BİR kafede oturuyordum. Yan masada dört kişi vardı, hepsi telefonlarına bakıyordu. Sessizdiler. Masada sadece kahve fincanlarının tıkırtısı duyuluyordu. Gözlerimin önünde garip bir sahne vardı. Yan yana oturan dört insan ama birbirinden kopuk dört dünya. Kimse konuşmuyordu. Herkes kendi ekranına gömülmüş, kim bilir hangi sosyal medya akışında kaybolmuştu.

Düşündüm. Telefonlarımızla bu kadar zaman geçirirken birbirimizden neleri kaçırıyoruz? Bir kahkahanın yankısını mı? Yan yana olmanın sıcaklığını mı? Ya da belki sadece göz göze gelmenin verdiği o insanî bağı mı?

Eskiden, insanlar masalarda hikâyeler anlatırdı. Büyükler geçmişi hatırlar, gençler hayallerini paylaşırdı. Bir masa, sadece bir yemek alanı değil, bir bağlantı noktasıydı. Şimdi ise o masalarda ekranlarımızın parlak ışığı var. Seslerimizi birer kısa mesaj, düşüncelerimizi ise emojilere indirgedik. Ve fark etmeden birbirimizden uzaklaştık.

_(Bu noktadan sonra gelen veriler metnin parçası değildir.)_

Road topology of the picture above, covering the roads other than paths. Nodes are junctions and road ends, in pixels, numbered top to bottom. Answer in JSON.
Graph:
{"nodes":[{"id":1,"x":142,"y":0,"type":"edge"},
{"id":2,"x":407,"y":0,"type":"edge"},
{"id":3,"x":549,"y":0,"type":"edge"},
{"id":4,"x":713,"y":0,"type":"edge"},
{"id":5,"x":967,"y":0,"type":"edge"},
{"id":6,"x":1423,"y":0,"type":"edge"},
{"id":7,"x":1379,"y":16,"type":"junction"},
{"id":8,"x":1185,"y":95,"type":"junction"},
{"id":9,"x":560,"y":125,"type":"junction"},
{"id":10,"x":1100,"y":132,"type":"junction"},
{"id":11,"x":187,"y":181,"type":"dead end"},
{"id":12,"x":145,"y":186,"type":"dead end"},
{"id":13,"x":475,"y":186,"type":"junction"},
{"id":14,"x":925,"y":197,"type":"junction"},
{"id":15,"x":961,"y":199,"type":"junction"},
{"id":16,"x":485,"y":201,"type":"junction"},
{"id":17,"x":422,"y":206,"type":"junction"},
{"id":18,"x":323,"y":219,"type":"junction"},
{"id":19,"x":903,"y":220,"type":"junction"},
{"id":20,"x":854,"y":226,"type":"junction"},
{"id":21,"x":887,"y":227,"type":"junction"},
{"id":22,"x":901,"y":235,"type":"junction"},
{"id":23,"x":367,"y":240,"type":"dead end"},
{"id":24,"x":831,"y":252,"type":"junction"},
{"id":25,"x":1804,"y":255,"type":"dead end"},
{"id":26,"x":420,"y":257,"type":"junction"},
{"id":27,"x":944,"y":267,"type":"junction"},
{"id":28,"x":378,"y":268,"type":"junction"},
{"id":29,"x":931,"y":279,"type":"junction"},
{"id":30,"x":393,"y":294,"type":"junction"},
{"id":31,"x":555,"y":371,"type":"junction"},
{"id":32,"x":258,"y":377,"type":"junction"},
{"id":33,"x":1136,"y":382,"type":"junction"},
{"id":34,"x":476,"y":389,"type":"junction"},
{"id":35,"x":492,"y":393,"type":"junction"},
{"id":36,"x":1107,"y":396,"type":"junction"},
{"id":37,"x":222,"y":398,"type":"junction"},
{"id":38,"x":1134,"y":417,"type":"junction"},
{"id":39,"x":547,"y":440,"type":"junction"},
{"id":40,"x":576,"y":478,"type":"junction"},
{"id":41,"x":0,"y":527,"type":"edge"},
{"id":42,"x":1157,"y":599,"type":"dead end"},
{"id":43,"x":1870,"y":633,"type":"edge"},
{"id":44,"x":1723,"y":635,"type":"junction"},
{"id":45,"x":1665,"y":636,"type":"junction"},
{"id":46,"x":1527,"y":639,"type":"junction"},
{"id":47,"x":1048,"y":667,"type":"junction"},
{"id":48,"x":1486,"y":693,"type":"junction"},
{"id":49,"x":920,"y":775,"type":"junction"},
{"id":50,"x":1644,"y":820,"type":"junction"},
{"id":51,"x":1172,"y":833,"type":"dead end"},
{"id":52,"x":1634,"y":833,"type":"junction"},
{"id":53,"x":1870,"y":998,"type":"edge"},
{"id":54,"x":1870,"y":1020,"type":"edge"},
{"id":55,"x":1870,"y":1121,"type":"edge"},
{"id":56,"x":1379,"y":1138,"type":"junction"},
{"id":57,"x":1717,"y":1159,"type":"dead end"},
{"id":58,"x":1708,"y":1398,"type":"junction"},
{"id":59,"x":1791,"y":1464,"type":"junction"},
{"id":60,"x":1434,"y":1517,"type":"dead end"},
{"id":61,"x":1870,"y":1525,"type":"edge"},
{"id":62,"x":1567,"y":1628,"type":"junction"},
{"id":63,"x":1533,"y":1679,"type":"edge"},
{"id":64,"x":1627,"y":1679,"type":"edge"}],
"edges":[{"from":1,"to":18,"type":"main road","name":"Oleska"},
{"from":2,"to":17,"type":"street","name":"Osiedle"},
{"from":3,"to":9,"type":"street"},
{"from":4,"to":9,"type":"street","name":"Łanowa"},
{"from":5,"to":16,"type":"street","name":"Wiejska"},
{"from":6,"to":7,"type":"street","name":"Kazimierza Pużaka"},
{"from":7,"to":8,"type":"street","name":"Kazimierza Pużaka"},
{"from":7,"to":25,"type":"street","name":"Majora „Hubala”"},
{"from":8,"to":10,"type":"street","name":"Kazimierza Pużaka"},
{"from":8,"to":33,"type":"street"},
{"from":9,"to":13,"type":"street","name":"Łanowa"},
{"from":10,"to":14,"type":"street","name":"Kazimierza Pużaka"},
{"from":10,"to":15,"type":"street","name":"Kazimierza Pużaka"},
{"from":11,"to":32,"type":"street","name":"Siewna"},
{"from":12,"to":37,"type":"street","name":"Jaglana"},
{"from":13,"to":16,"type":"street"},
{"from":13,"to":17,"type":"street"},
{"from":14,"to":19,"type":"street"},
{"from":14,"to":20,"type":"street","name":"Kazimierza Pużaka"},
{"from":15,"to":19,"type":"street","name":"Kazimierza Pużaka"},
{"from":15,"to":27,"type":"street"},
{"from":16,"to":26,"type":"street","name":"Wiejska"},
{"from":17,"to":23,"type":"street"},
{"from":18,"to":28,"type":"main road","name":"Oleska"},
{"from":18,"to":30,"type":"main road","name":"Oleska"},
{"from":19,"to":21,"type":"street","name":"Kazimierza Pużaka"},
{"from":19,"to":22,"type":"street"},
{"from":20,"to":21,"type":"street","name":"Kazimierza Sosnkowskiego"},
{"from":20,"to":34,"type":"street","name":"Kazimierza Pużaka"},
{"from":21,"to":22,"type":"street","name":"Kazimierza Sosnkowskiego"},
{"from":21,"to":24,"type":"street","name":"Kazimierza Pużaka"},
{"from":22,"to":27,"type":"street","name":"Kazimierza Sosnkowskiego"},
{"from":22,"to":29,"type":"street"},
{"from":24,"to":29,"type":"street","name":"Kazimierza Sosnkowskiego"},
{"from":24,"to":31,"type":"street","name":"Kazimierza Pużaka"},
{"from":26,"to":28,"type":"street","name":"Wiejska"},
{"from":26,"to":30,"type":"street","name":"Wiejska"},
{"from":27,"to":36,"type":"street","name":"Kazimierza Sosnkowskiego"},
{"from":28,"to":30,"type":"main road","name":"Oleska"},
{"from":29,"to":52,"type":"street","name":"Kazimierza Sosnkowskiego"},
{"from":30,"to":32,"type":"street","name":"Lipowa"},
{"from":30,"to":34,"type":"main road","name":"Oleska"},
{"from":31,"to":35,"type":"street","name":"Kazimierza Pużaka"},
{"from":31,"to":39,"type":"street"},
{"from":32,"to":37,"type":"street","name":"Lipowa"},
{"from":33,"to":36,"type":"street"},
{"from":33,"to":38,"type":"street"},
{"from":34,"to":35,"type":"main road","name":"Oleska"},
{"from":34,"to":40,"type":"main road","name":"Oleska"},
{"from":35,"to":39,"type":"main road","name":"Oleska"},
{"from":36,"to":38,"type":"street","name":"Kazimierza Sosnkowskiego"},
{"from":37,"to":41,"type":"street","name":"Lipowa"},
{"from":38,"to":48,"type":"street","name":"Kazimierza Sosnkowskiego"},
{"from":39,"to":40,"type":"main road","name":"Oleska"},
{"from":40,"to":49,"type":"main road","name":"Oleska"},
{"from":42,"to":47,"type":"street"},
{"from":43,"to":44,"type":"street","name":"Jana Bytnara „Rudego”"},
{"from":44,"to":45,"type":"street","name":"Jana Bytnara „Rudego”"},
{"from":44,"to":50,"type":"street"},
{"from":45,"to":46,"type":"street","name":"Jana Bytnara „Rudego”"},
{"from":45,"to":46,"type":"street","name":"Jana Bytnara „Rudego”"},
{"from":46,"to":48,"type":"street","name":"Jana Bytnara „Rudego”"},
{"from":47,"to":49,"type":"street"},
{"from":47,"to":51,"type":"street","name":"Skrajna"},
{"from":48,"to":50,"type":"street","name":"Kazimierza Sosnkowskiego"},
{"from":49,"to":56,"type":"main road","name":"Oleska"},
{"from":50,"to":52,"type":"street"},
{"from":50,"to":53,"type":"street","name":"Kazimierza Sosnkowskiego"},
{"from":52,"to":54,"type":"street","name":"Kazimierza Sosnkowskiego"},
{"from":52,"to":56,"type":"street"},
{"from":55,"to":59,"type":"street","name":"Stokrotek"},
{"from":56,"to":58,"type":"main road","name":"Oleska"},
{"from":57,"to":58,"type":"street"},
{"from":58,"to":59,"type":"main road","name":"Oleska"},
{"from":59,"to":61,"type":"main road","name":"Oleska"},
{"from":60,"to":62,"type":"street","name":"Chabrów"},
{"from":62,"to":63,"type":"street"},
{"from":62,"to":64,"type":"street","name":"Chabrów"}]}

Bu durumu yalnızca o kafede değil, hemen her yerde gözlemlemek mümkün. Hatta birçoğumuz, belki de fark etmeden, bu dijital yalnızlığın parçası olduk. Telefon ekranına bakarken yanımızdaki insanın yüzündeki ifadeyi kaçırdık. Ekran kaydırırken, belki de gözlerimizin önünden geçip giden bir fırsatı görmedik.

Peki, gerçekten neye bu kadar dalmış durumdayız? Güncel haberleri kaçırmamak mı derdimiz, yoksa sosyal medyada “var olduğumuzu” göstermek mi? Bir “beğeni” ya da “yorum” için birbirimizle paylaşabileceğimiz gerçek anıları mı harcıyoruz?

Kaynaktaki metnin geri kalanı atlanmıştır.